Zur laufenden Debatte um Geschlechtergerechtigkeit im Gesundheitswesen erklärt die für „Frauen und Gesundheit“ zuständige SPD-Bundestagsabgeordnete Mechthild Rawert:
Heute vor 25 Jahren ist die UN-Konvention zur Beseitigung jeder Form von Diskriminierung der Frauen (Convention on the Elimination of All Forms of Discrimination against Women - CEDAW) für Deutschland in Kraft getreten. CEDAW zählt zu den wichtigsten internationalen Menschenrechtsdokumenten und ist die bedeutendste Frauenrechtskonvention.
Das Ziel der Geschlechtergerechtigkeit ist dennoch auch in unserem Gesundheitswesen noch nicht erreicht. Noch werden viel zu wenige gender-, alters-, und lebenslagenspezifische Forschungen implementiert. Es drängt sich der Eindruck auf, dass der genaue Blick auf bestehende Diskriminierung bewusst vermieden wird.
Dabei steht die Bundesregierung in der Pflicht: Schon 2009 mahnte der unabhängige Ausschuss zur Beseitigung der Diskriminierung der Frau in seinen „Abschließenden Bemerkungen“ eindeutig an, dass in den Gesundheitsberichten Aspekte geschlechtsspezifischer Unterschiede zu wenig berücksichtigt werden. Außerdem wurde bemängelt, dass der Anteil von Frauen in Führungspositionen in allen Bereichen des Gesundheitswesens zu gering ist und dass der gleichberechtigte Zugang zu Gesundheitsleistungen nicht für alle Frauen und Männer gewährleistet ist.

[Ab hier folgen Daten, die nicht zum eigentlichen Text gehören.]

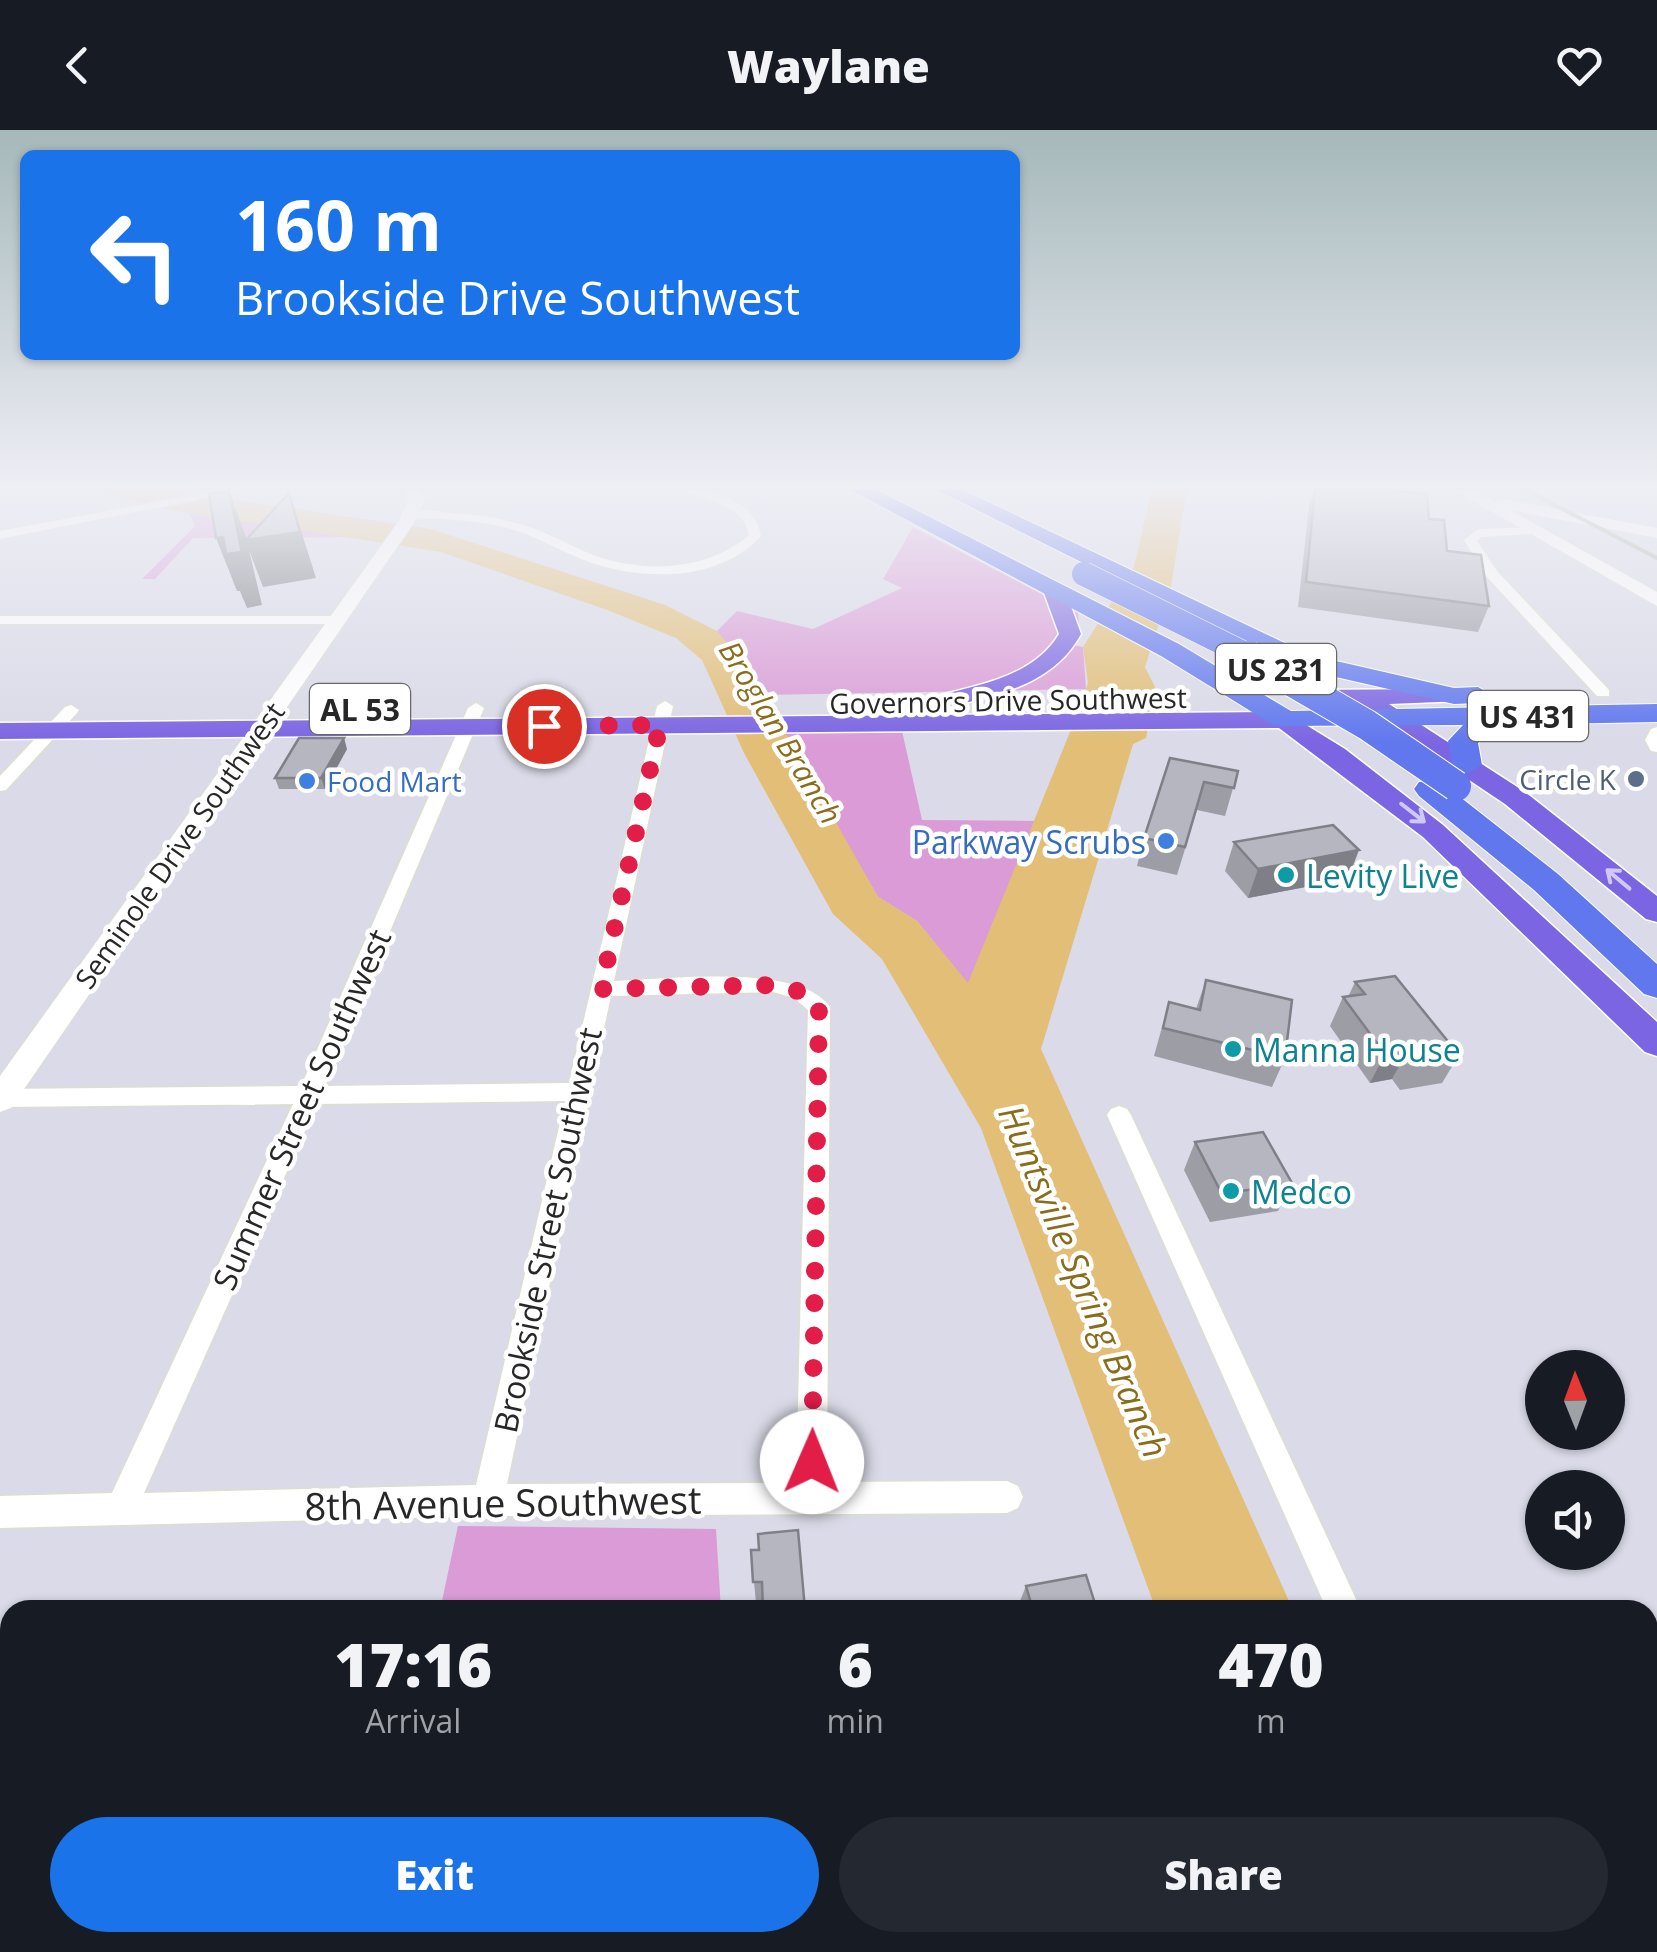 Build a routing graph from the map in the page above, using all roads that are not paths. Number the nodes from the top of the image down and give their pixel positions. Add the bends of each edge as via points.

Bundesgesundheitsminister Philipp Rösler hat bisher keine positiven Impulse zur Umsetzung der UN-Konvention CEDAW gegeben. Er muss sich endlich dafür einsetzen, dass Frauen- und Mädchenrechte im Gesundheitswesen umgesetzt und Diskriminierungen beendet werden. Er muss sich endlich dafür einsetzen, dass die geschlechtersensible Strategie des Gender-Mainstreaming in der Gesundheitspolitik zufriedenstellend ausgebaut wird, dass eine geschlechtsdifferenzierende (Versorgungs-)Forschung und deren Überprüfung erfolgt, dass die „Bundeskoordination Frauengesundheit“ zur Etablierung von Frauengesundheitsstrukturen fortgesetzt wird und dass die Entscheidungsgremien der Gesundheitsversorgung paritätisch besetzt werden.
Negative Impulse für eine Zunahme von diskriminierenden Strukturen zu Lasten der Frauen durch FDP-Gesundheitsminister Philipp Rösler gibt es dafür zur Genüge: Leidtragende der schwarz-gelben Gesundheitsreform und der damit verbundenen Zerstörung des solidarischen Gesundheitssystem werden in erster Linie Geringverdienende - also überwiegend Frauen - sein. Überwiegend Frauen werden durch die Kopfpauschale, die einkommensunabhängigen Zusatzbeiträge, zu Bittstellerinnen des Staates gemacht. Der beabsichtigte Systemwechsel hin zu einem Kostenerstattungsprinzip, die Abkehr vom bewährten Sachleistungssystem in der gesetzlichen Krankenversicherung, wird überproportional häufig Frauen von notwendigen Arztbesuchen abhalten und sie somit von einer guten Gesundheitsversorgung ausschließen.